[[ WORKING DATA, beginning ]]
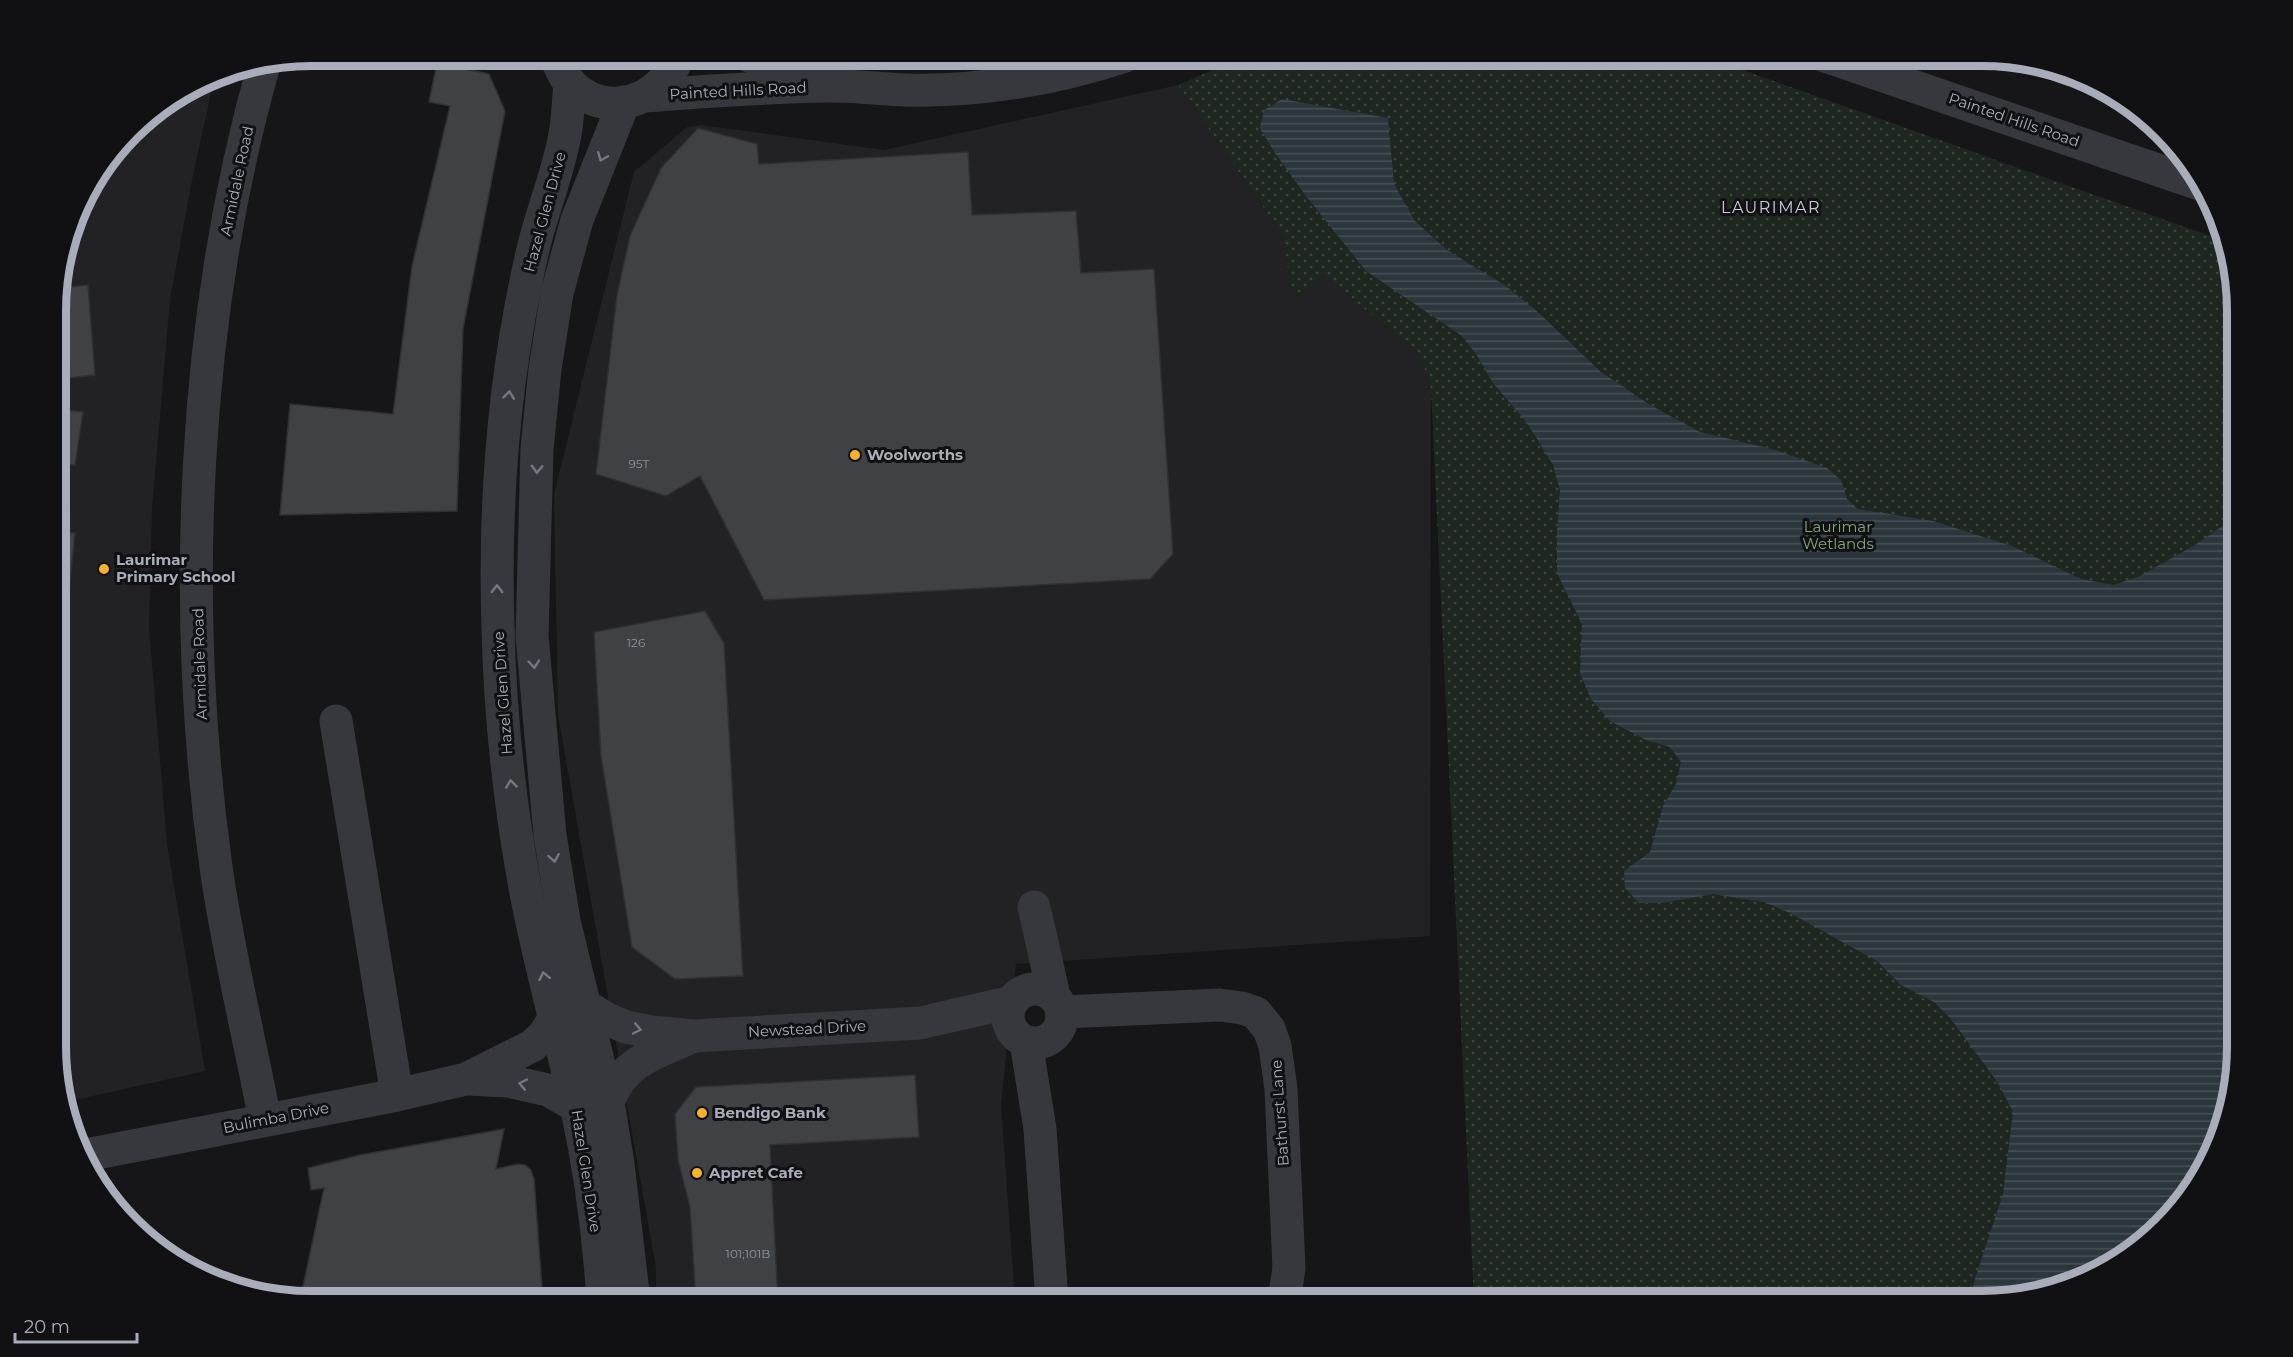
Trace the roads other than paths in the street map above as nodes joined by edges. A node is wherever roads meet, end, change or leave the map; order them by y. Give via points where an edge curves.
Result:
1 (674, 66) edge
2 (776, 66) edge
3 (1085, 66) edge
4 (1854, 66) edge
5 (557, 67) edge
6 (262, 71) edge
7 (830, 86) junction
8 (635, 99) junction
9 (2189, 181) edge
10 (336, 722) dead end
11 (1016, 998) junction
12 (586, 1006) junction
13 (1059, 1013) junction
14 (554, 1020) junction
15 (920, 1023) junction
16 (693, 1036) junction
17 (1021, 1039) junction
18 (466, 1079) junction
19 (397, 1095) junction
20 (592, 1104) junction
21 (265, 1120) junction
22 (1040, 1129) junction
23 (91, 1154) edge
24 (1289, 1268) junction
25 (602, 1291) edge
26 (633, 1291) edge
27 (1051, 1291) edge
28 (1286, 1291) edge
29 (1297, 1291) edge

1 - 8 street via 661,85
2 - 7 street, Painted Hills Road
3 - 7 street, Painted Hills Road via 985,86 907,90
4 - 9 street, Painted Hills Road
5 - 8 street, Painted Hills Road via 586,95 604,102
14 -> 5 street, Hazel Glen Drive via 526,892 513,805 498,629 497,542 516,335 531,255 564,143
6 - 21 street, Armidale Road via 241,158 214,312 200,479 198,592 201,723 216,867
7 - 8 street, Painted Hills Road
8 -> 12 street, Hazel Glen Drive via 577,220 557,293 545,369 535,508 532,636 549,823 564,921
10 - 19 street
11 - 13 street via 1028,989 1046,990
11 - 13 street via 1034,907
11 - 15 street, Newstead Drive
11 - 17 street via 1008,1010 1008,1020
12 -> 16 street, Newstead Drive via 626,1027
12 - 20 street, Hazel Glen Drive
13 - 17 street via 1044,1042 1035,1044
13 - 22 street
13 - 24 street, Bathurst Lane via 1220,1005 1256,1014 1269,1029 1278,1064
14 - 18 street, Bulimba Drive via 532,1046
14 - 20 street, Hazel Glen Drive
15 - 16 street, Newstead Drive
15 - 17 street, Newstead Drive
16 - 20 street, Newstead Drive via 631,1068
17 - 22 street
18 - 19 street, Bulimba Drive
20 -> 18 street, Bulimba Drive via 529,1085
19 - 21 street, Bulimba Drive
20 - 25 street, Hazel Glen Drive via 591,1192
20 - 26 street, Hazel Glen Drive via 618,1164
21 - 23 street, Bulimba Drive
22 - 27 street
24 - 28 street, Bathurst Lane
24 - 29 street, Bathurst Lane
[[ WORKING DATA, end ]]
## [YOUR TASK]
Which of the lines above hold the string "Glen"? Copy each one.

## [REPLY]
14 -> 5 street, Hazel Glen Drive via 526,892 513,805 498,629 497,542 516,335 531,255 564,143
8 -> 12 street, Hazel Glen Drive via 577,220 557,293 545,369 535,508 532,636 549,823 564,921
12 - 20 street, Hazel Glen Drive
14 - 20 street, Hazel Glen Drive
20 - 25 street, Hazel Glen Drive via 591,1192
20 - 26 street, Hazel Glen Drive via 618,1164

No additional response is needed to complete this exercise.